- **WHAT IS EXPECTED**: Transcribe all of the data, leaving nothing out and changing nothing.

##########

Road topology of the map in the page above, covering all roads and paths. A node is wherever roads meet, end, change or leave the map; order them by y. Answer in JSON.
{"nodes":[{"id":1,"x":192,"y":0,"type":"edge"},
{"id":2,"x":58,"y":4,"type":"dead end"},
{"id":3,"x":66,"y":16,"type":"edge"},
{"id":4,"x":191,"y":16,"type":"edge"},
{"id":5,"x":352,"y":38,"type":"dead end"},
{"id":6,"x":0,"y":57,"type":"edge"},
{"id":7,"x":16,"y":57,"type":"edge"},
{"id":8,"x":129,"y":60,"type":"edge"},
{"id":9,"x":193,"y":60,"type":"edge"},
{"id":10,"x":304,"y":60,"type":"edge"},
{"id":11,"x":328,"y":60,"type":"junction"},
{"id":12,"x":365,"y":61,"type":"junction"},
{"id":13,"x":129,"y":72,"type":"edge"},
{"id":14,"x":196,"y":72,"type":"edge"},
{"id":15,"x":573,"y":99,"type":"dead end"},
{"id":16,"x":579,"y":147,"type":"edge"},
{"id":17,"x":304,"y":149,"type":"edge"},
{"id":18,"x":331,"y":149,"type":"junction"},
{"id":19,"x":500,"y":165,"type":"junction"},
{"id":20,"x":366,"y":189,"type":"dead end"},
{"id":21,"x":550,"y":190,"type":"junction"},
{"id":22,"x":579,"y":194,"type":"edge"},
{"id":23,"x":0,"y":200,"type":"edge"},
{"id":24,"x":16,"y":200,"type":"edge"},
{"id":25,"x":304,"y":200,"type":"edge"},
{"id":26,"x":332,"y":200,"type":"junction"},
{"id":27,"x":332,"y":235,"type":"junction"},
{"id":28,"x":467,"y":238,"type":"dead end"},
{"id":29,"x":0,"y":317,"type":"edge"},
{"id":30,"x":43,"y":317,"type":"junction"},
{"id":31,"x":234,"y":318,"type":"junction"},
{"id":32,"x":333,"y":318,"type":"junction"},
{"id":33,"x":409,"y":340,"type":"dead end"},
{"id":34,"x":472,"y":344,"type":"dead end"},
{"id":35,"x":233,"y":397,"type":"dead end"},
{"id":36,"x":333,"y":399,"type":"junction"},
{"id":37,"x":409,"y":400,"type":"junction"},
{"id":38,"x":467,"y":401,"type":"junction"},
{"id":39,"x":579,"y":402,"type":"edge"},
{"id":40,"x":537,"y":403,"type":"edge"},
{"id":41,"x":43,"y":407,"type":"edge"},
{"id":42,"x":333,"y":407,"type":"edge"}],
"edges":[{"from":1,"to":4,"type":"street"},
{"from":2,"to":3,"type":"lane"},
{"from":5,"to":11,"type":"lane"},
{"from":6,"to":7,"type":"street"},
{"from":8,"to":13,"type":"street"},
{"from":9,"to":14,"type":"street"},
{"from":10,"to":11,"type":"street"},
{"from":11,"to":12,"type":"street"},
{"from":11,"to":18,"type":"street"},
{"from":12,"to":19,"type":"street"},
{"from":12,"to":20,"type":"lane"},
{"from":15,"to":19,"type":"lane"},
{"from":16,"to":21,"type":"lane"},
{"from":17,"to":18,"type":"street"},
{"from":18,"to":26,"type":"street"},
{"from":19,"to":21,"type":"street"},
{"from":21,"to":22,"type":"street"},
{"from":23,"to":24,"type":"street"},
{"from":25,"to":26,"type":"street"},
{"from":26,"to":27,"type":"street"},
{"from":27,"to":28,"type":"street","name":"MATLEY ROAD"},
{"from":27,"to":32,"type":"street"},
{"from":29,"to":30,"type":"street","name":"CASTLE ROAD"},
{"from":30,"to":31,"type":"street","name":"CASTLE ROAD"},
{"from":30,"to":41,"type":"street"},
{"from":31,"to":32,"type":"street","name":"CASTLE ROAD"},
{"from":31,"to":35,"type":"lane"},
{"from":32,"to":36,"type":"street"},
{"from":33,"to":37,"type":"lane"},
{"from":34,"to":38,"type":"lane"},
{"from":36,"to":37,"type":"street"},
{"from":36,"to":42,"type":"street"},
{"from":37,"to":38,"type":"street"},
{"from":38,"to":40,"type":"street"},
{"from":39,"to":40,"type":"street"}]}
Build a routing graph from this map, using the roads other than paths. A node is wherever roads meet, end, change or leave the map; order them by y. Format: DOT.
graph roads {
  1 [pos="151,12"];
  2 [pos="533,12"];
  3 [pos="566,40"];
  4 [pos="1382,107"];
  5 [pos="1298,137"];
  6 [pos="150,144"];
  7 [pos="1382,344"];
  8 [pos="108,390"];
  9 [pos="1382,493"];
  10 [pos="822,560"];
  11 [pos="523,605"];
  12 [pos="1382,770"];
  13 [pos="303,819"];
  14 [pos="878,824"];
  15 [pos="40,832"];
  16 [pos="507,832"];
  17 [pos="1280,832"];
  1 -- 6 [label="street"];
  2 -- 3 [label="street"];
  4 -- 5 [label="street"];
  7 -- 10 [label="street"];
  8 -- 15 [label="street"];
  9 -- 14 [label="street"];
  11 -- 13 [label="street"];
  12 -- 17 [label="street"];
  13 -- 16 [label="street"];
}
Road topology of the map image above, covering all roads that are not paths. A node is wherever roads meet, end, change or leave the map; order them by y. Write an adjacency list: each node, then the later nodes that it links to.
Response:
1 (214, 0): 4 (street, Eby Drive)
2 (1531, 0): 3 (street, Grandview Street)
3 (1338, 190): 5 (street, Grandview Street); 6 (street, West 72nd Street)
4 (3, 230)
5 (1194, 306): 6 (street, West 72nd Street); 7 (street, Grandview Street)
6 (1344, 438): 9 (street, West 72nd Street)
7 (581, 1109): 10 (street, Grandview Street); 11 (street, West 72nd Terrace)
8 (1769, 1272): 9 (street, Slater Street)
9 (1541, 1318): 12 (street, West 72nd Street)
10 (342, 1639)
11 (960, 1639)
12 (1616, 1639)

##########

- **YOUR RESPONSE**:
Road topology of the map in the page above, covering all roads and paths. A node is wherever roads meet, end, change or leave the map; order them by y. Answer in JSON.
{"nodes":[{"id":1,"x":192,"y":0,"type":"edge"},
{"id":2,"x":58,"y":4,"type":"dead end"},
{"id":3,"x":66,"y":16,"type":"edge"},
{"id":4,"x":191,"y":16,"type":"edge"},
{"id":5,"x":352,"y":38,"type":"dead end"},
{"id":6,"x":0,"y":57,"type":"edge"},
{"id":7,"x":16,"y":57,"type":"edge"},
{"id":8,"x":129,"y":60,"type":"edge"},
{"id":9,"x":193,"y":60,"type":"edge"},
{"id":10,"x":304,"y":60,"type":"edge"},
{"id":11,"x":328,"y":60,"type":"junction"},
{"id":12,"x":365,"y":61,"type":"junction"},
{"id":13,"x":129,"y":72,"type":"edge"},
{"id":14,"x":196,"y":72,"type":"edge"},
{"id":15,"x":573,"y":99,"type":"dead end"},
{"id":16,"x":579,"y":147,"type":"edge"},
{"id":17,"x":304,"y":149,"type":"edge"},
{"id":18,"x":331,"y":149,"type":"junction"},
{"id":19,"x":500,"y":165,"type":"junction"},
{"id":20,"x":366,"y":189,"type":"dead end"},
{"id":21,"x":550,"y":190,"type":"junction"},
{"id":22,"x":579,"y":194,"type":"edge"},
{"id":23,"x":0,"y":200,"type":"edge"},
{"id":24,"x":16,"y":200,"type":"edge"},
{"id":25,"x":304,"y":200,"type":"edge"},
{"id":26,"x":332,"y":200,"type":"junction"},
{"id":27,"x":332,"y":235,"type":"junction"},
{"id":28,"x":467,"y":238,"type":"dead end"},
{"id":29,"x":0,"y":317,"type":"edge"},
{"id":30,"x":43,"y":317,"type":"junction"},
{"id":31,"x":234,"y":318,"type":"junction"},
{"id":32,"x":333,"y":318,"type":"junction"},
{"id":33,"x":409,"y":340,"type":"dead end"},
{"id":34,"x":472,"y":344,"type":"dead end"},
{"id":35,"x":233,"y":397,"type":"dead end"},
{"id":36,"x":333,"y":399,"type":"junction"},
{"id":37,"x":409,"y":400,"type":"junction"},
{"id":38,"x":467,"y":401,"type":"junction"},
{"id":39,"x":579,"y":402,"type":"edge"},
{"id":40,"x":537,"y":403,"type":"edge"},
{"id":41,"x":43,"y":407,"type":"edge"},
{"id":42,"x":333,"y":407,"type":"edge"}],
"edges":[{"from":1,"to":4,"type":"street"},
{"from":2,"to":3,"type":"lane"},
{"from":5,"to":11,"type":"lane"},
{"from":6,"to":7,"type":"street"},
{"from":8,"to":13,"type":"street"},
{"from":9,"to":14,"type":"street"},
{"from":10,"to":11,"type":"street"},
{"from":11,"to":12,"type":"street"},
{"from":11,"to":18,"type":"street"},
{"from":12,"to":19,"type":"street"},
{"from":12,"to":20,"type":"lane"},
{"from":15,"to":19,"type":"lane"},
{"from":16,"to":21,"type":"lane"},
{"from":17,"to":18,"type":"street"},
{"from":18,"to":26,"type":"street"},
{"from":19,"to":21,"type":"street"},
{"from":21,"to":22,"type":"street"},
{"from":23,"to":24,"type":"street"},
{"from":25,"to":26,"type":"street"},
{"from":26,"to":27,"type":"street"},
{"from":27,"to":28,"type":"street","name":"MATLEY ROAD"},
{"from":27,"to":32,"type":"street"},
{"from":29,"to":30,"type":"street","name":"CASTLE ROAD"},
{"from":30,"to":31,"type":"street","name":"CASTLE ROAD"},
{"from":30,"to":41,"type":"street"},
{"from":31,"to":32,"type":"street","name":"CASTLE ROAD"},
{"from":31,"to":35,"type":"lane"},
{"from":32,"to":36,"type":"street"},
{"from":33,"to":37,"type":"lane"},
{"from":34,"to":38,"type":"lane"},
{"from":36,"to":37,"type":"street"},
{"from":36,"to":42,"type":"street"},
{"from":37,"to":38,"type":"street"},
{"from":38,"to":40,"type":"street"},
{"from":39,"to":40,"type":"street"}]}
Build a routing graph from this map, using the roads other than paths. A node is wherever roads meet, end, change or leave the map; order them by y. Format: DOT.
graph roads {
  1 [pos="151,12"];
  2 [pos="533,12"];
  3 [pos="566,40"];
  4 [pos="1382,107"];
  5 [pos="1298,137"];
  6 [pos="150,144"];
  7 [pos="1382,344"];
  8 [pos="108,390"];
  9 [pos="1382,493"];
  10 [pos="822,560"];
  11 [pos="523,605"];
  12 [pos="1382,770"];
  13 [pos="303,819"];
  14 [pos="878,824"];
  15 [pos="40,832"];
  16 [pos="507,832"];
  17 [pos="1280,832"];
  1 -- 6 [label="street"];
  2 -- 3 [label="street"];
  4 -- 5 [label="street"];
  7 -- 10 [label="street"];
  8 -- 15 [label="street"];
  9 -- 14 [label="street"];
  11 -- 13 [label="street"];
  12 -- 17 [label="street"];
  13 -- 16 [label="street"];
}
Road topology of the map image above, covering all roads that are not paths. A node is wherever roads meet, end, change or leave the map; order them by y. Write an adjacency list: each node, then the later nodes that it links to.
Response:
1 (214, 0): 4 (street, Eby Drive)
2 (1531, 0): 3 (street, Grandview Street)
3 (1338, 190): 5 (street, Grandview Street); 6 (street, West 72nd Street)
4 (3, 230)
5 (1194, 306): 6 (street, West 72nd Street); 7 (street, Grandview Street)
6 (1344, 438): 9 (street, West 72nd Street)
7 (581, 1109): 10 (street, Grandview Street); 11 (street, West 72nd Terrace)
8 (1769, 1272): 9 (street, Slater Street)
9 (1541, 1318): 12 (street, West 72nd Street)
10 (342, 1639)
11 (960, 1639)
12 (1616, 1639)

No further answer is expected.